Al principio, el sonido estuvo fatal, todo descontrolado y muy fuerte. Luego lo arreglaron, pero las dos o tres primeras canciones fueron un caos. Sentía que el sonido me atravesaba el cuerpo de una forma estruendosa. Pero cuando lo solucionaron, el concierto se oyó mucho mejor y pude enfocarme en disfrutar.
La escenografía fue preciosa. En algunas canciones aparecieron fotos en blanco y negro, combinadas con luces de colores en formas de plantas tropicales. Ese contraste entre la nostalgia de las imágenes y la alegría de los colores hacía que el escenario cobrara vida.
El encanto de ir a un concierto está en el público. La Tato, mi mejor amiga, y yo compartíamos un mismo miedo: que alguien notara el olor a tripa mishqui y nos tocara explicar. Por suerte, solo nos topamos con un amigo en común y lo saludamos de lejos, sin darle chance de acercarse demasiado, porque sí apestábamos.
El coliseo estaba a reventar, sin un solo asiento vacío. Bajo nuestra grada, una chica rubia llegó sola. No se sentó ni un instante, bailó, cantó y subió más de 300 historias a sus redes. De vez en cuando, sacaba una caminera que, no sé cómo, logró meter, porque en la entrada nos revisaron hasta el alma. ¿Cómo lo habrá hecho? No tengo idea. Solo verla disfrutar me hizo feliz. Era la prueba de que la música conecta a la gente, sin importar si estás solo o acompañado.
Durante todo el concierto, la gente no se quedó quieta ni un segundo. Doce músicos en escena hicieron que todo sonara increíble, mientras Fonseca soltaba canción tras canción. 'Te Mando Flores' y 'Arroyito' fueron los momentos de karaoke masivo, pero las nuevas como 'Si Tú Me Quieres' y 'Canto a la Vida' también pusieron a todo el coliseo a corear. Las emociones iban y venían, creando una atmósfera cargada de energía.
Descubrí que Fonseca ha estado en nuestra vida sin darnos cuenta. Hasta ese día, no me consideraba su fan. Ahora sí. Su mezcla de vallenato, cumbia y pop fue un sube y baja de emociones: un rato bailando, otro cantando con el alma. Su energía me impresionó. No paró ni un minuto e interactuó con el público como si todos fuéramos sus panas.

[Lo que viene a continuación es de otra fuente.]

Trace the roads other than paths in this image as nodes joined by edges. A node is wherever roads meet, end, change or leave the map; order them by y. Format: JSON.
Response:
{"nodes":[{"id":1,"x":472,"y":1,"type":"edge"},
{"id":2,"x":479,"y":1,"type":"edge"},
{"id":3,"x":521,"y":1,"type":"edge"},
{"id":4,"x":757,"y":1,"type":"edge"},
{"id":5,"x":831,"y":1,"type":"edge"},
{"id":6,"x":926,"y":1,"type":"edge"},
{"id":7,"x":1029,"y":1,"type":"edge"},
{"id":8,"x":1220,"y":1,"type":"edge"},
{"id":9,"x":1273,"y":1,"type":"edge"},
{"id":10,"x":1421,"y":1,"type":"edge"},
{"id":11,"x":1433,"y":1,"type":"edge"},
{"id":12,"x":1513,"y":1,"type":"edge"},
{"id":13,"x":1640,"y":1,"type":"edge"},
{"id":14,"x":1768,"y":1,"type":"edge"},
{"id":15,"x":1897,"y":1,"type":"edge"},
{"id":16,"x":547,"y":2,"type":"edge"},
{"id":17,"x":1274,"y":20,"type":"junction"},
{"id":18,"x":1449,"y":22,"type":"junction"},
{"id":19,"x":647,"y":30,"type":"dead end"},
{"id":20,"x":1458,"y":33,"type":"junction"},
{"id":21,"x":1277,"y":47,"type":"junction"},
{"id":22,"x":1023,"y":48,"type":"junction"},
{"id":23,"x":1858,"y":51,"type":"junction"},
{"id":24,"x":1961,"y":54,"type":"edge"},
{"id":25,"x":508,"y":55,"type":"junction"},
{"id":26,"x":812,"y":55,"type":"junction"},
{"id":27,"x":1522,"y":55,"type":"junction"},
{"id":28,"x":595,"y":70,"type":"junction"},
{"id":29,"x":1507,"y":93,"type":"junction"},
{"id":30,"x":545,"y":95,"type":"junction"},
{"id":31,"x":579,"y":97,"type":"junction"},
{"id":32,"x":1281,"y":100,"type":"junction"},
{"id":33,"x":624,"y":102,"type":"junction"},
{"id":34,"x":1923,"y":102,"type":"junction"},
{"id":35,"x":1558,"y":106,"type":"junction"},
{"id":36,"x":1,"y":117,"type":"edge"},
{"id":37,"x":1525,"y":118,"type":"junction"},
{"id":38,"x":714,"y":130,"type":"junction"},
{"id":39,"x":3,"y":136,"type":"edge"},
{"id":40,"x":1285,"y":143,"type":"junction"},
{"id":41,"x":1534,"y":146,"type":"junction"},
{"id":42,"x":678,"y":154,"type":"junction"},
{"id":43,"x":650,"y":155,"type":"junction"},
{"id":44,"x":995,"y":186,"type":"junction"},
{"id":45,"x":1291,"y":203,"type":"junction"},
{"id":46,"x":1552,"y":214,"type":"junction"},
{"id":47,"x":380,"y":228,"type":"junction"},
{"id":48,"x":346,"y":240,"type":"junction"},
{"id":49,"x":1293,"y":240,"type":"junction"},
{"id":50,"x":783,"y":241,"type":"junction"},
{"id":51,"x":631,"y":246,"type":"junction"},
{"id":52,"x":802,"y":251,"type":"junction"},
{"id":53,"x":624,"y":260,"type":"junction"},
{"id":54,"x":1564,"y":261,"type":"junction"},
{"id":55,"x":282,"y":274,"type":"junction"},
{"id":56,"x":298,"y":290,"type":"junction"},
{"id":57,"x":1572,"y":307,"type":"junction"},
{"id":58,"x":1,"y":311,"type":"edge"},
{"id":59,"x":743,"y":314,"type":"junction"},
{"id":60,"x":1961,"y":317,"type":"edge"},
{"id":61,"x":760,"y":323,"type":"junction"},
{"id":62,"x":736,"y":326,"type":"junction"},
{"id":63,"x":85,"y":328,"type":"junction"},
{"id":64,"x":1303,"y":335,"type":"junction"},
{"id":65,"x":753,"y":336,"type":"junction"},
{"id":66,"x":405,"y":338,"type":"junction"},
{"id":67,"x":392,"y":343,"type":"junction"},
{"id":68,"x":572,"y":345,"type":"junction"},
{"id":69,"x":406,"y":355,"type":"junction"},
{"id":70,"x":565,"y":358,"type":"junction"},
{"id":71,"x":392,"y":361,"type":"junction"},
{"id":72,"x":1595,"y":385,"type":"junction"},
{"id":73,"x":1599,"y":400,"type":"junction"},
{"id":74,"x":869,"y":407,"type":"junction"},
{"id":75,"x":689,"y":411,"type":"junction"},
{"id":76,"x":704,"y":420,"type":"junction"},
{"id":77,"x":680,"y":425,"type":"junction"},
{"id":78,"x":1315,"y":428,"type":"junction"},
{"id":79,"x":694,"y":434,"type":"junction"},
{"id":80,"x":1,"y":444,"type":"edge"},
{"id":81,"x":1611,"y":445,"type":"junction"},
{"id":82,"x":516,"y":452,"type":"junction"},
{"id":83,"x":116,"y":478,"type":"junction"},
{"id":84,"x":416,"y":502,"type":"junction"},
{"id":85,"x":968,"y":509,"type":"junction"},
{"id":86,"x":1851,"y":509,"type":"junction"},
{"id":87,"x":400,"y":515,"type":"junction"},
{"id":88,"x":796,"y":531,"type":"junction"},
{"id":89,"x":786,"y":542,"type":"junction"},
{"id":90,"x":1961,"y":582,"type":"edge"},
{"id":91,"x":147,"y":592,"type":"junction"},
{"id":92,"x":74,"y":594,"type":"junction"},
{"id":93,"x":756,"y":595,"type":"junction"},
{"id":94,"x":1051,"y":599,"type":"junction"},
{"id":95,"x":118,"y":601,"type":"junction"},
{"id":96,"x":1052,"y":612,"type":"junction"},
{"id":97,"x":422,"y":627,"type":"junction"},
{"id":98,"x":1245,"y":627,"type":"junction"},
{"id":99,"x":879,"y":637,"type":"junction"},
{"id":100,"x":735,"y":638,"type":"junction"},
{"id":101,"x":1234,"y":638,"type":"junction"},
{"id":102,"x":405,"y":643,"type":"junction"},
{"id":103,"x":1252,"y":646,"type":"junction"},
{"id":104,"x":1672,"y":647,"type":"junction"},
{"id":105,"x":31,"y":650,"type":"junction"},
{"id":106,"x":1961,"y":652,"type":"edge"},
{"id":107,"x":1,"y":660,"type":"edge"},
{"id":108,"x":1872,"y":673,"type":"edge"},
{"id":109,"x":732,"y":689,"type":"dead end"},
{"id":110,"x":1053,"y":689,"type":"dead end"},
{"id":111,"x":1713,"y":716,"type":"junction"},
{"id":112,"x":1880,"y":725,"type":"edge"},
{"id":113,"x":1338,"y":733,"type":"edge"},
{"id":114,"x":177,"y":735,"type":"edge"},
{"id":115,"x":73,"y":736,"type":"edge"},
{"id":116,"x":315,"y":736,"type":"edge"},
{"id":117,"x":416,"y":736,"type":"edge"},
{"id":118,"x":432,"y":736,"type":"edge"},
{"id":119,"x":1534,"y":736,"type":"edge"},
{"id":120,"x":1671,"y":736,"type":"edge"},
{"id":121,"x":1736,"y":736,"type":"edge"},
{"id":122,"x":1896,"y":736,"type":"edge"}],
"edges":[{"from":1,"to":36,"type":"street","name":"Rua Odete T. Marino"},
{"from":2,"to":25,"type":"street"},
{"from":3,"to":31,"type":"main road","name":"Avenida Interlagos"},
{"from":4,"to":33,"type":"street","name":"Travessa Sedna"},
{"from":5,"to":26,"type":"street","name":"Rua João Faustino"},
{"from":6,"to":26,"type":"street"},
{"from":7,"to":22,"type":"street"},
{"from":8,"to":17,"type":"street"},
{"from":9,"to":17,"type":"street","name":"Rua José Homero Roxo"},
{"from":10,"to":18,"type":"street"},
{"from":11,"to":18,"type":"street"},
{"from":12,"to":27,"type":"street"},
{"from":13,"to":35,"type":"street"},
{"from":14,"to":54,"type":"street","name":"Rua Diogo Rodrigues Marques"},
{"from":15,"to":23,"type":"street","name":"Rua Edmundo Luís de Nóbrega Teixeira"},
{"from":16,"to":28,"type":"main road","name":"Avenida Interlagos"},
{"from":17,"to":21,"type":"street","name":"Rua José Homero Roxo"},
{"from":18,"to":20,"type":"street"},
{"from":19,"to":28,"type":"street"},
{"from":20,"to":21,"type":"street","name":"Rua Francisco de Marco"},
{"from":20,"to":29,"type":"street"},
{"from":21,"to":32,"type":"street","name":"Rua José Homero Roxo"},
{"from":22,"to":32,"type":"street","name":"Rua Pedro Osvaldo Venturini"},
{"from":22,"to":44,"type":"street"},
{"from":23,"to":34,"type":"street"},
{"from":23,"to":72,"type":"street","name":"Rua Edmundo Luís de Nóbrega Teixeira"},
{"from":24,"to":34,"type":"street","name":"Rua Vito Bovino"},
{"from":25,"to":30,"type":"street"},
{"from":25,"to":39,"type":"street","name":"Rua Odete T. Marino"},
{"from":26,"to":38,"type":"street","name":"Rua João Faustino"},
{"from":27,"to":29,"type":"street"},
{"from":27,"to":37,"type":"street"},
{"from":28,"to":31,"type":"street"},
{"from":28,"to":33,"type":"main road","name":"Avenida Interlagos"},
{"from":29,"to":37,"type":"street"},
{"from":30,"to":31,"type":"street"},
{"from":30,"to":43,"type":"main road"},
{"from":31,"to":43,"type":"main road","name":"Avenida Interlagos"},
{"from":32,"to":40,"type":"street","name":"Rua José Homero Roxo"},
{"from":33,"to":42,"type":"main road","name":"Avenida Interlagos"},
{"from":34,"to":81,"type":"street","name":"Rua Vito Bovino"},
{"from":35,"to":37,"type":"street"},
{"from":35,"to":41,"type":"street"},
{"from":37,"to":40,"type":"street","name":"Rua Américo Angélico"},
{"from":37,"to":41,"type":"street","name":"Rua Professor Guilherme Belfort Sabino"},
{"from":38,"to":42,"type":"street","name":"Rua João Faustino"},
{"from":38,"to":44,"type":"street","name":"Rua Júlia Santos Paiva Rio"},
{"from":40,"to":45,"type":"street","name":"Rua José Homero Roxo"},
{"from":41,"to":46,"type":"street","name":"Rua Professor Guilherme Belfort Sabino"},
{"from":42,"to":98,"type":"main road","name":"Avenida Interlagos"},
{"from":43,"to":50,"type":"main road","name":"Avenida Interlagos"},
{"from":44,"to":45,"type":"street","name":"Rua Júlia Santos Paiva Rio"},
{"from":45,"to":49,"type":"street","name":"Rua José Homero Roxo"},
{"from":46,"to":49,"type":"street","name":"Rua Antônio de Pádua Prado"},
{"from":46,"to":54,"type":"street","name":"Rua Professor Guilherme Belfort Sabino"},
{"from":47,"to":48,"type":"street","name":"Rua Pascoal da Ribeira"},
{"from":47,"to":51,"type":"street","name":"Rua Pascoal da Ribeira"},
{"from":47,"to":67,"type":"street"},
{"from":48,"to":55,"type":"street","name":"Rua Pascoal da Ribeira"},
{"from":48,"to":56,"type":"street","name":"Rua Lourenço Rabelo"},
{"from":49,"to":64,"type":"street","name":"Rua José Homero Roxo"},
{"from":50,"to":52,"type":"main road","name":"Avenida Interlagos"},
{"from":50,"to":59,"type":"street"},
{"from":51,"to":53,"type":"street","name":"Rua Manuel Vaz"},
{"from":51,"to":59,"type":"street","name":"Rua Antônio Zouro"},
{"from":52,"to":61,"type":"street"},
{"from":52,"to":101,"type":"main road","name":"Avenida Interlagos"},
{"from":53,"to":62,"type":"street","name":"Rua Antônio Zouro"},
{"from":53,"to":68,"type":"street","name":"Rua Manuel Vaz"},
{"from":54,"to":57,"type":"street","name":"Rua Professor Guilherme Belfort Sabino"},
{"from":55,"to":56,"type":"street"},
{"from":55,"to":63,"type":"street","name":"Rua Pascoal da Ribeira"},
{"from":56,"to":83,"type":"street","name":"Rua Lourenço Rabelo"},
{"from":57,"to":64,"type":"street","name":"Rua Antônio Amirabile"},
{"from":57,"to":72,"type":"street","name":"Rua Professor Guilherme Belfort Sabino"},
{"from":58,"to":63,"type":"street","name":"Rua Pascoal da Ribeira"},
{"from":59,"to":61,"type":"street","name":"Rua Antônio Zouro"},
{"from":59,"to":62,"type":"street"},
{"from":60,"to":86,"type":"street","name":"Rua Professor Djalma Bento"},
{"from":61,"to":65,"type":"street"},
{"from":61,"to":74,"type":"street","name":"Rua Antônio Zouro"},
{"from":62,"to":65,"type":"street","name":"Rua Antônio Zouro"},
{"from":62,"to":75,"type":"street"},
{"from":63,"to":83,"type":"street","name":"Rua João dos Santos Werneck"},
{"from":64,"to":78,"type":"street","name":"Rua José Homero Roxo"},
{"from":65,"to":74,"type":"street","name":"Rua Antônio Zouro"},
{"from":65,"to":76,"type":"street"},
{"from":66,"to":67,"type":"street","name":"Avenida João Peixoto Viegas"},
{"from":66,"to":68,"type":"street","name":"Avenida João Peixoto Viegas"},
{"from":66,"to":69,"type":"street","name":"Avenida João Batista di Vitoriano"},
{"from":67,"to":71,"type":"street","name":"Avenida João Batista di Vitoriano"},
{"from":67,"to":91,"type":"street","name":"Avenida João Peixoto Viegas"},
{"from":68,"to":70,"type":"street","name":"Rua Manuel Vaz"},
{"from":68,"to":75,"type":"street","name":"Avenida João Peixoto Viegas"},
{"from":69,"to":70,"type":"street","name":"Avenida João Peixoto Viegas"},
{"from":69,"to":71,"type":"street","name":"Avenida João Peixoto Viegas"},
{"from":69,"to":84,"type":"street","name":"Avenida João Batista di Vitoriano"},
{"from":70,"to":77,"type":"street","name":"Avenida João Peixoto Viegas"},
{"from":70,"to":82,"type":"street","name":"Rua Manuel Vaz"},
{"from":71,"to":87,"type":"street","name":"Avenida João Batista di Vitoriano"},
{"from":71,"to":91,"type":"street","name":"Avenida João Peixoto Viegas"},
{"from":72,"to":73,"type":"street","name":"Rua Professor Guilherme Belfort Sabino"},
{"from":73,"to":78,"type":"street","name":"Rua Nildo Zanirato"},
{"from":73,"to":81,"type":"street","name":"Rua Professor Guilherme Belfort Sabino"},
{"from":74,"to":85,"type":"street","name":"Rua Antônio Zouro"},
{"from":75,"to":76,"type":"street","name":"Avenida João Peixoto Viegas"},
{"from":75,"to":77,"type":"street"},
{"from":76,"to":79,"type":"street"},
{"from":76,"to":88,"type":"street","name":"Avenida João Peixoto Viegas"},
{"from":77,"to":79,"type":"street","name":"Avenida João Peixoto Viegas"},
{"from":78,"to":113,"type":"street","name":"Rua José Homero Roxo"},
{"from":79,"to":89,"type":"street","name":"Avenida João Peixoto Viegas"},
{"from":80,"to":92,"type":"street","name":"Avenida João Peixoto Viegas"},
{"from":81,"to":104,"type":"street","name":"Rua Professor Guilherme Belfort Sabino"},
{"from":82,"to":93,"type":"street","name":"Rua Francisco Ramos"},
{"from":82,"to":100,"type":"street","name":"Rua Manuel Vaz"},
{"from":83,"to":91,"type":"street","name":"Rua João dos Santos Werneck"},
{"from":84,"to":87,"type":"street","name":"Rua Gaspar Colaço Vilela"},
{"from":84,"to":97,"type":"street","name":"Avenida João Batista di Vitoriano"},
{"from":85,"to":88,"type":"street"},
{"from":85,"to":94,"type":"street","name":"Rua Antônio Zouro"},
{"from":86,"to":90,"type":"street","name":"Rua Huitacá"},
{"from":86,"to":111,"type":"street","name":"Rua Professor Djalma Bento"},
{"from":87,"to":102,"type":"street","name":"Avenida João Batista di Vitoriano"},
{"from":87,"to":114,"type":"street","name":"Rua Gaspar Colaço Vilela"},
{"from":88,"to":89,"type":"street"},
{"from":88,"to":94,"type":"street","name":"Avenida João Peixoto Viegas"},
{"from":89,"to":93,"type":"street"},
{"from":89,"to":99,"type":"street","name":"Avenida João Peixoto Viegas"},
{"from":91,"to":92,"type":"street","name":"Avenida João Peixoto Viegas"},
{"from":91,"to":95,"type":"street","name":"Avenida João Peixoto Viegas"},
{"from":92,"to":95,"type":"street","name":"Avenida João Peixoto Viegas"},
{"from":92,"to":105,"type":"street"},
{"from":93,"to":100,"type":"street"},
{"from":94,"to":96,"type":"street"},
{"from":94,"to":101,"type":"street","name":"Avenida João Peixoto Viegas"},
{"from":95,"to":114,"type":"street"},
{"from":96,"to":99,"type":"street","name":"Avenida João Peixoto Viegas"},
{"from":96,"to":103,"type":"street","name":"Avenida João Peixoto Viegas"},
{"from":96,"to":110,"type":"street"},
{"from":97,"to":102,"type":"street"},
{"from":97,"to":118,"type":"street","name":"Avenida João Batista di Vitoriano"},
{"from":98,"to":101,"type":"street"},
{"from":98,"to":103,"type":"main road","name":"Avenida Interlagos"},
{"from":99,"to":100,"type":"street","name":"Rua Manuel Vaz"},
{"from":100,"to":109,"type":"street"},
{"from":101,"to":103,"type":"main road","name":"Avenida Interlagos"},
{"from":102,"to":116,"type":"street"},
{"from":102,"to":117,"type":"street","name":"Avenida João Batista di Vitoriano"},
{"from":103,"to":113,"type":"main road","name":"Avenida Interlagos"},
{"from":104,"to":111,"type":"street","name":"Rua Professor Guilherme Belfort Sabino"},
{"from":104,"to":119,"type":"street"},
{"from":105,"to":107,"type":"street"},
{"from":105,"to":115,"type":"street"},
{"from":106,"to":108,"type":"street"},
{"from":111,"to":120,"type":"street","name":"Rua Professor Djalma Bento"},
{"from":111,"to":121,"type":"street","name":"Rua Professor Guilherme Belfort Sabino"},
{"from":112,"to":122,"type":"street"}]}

Nos contó que la primera vez que salió de Colombia de gira fue a Quito, a un bar donde lo recibieron con los brazos abiertos. Desde entonces, Ecuador tiene un lugar especial en su corazón. Y eso se notaba en cada palabra y en cada canción que interpretaba.
Al final, nadie quería que terminara. Pero, tras casi dos horas de magia, Fonseca se despidió y no volvió. Aunque gritamos: “¡Otra, otra, otra!”, creo que no fue por antipático, sino porque ya no le quedó repertorio. Cantó todas y más.
Uno de los momentos que más me gustó fue en la canción, 'Si Tú Me Quieres'. En las pantallas gigantes aparecían Juan Luis Guerra en blanco y negro mientras Fonseca cantaba con el corazón abierto. Un montaje impecable, una pieza llena de talento y emoción. La producción se lució, creando una verdadera obra de arte visual y sonora. Cada rincón del escenario tenía algo que atrapaba la mirada y conmovía el alma.
Salimos felices y con la garganta apagada de tanto cantar. Al salir, la Tato me preguntó: —¿Será de ir por unos hot dogs? —De una, vamos —le dije.
Y la adolescencia extinguida, una vez más, se apoderó del presente. Caminamos seguras hasta llegar a los hot dogs, cantando a Fonseca y prolongando un poco más la magia de esa noche improvisada y espontánea.